The world is changed. In last century, the people who can large-scale code were recognized as a great programmer. However, nowadays, the criteria changed which is: coding with security.
Microsoft is a respected company (at least to me). The reason’s that he can realize his own weakness and make the corresponding changes. And I guess that’s why he’s still the giant right now.
The security of .Net and Windows are different. Principle of Windows to authenticate is ‘role’. Like the ‘Token’ used by an account, process and thread. Microsoft realized that it’ not safe, if an account was cracked. Then every restriction against the role would fall down. Windows always has the bad reputation of insecurity.
New approach of authentication came along with .Net. It’s much less granular. The concept of security is not just about account any more. The assemblies were also involved. The bad reputation did hurt Microsoft badly; you can see it from the facilities what’re used to compose the whole security architecture. It would be a painful thing, if you have no idea about the .Net security when you code with .Net. Even if you happen to avoid the mechanism of security in development, trust me, you can’t escape it from the deployment.
Recently, I was involved into a web part project. As I mentioned, I can’t escape the security neither. Actually, the whole procedure’s not such painfully as I imagined. I understand the whole .NET mechanism of security within 2 day.
Here’s my true story:
First day: An woman told me, obviously, Michael you have no idea about .NET mechanism of security.
Second day: I started to dig into security.
Third day: .NET mechanism of security just likes a bird on my hand.
My learning plan is easy but efficient.
Step 1: Understand the fundamental items about security.
Step 2: Try to learn how to manipulate security in configuration way.
1
3 Step 3: Try to learn how to manipulate security in programmatic way.
Step 2 and 3 are easy, but it requires you truly understand the step 1.
Here’re some key items I think you should know:
Evidence; Permission; Permission Set; Code group; Policy. I don’t intend to explain every item, if so, I would make my article like every article which’s talking about the .NET security in the internet. I would like to bring you something special. One phrase to render their relationships.
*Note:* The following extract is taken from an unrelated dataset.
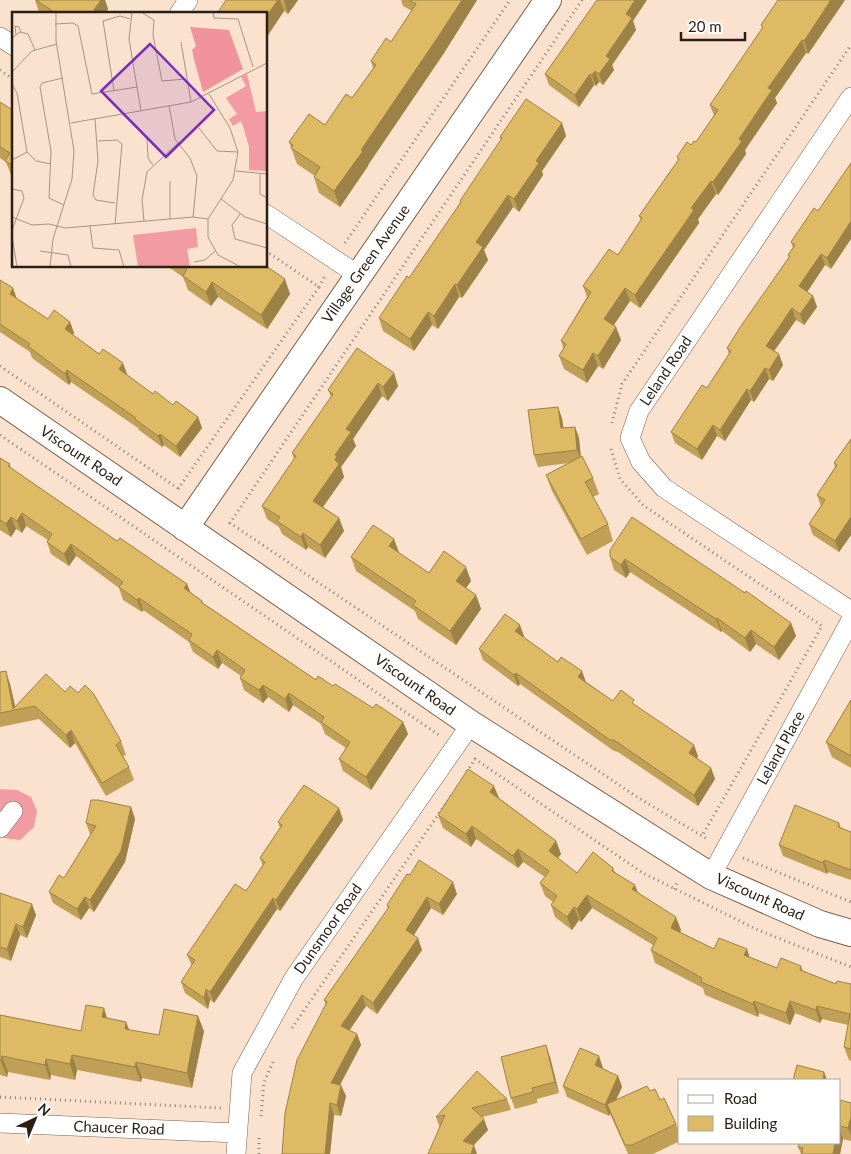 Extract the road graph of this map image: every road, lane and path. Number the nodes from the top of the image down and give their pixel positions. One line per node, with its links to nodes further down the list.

If you’re an employee of a company, how could you prove? Yeah, your ID card can prove. That’s your Evidence.
When you enter the office, you do you can do, like drinking the coffee, talking to you colleague and doing your job. Each of them is Permission.
Lots of Permissions compose a Permission Set.
Now you have your ID card and you’re allowed doing several things under permissions. Then that’s your Code group. Which means, you evidence + Permissions Set is your Code group.
If you understand above, then Policy is easy. Some Code groups compose a Policy.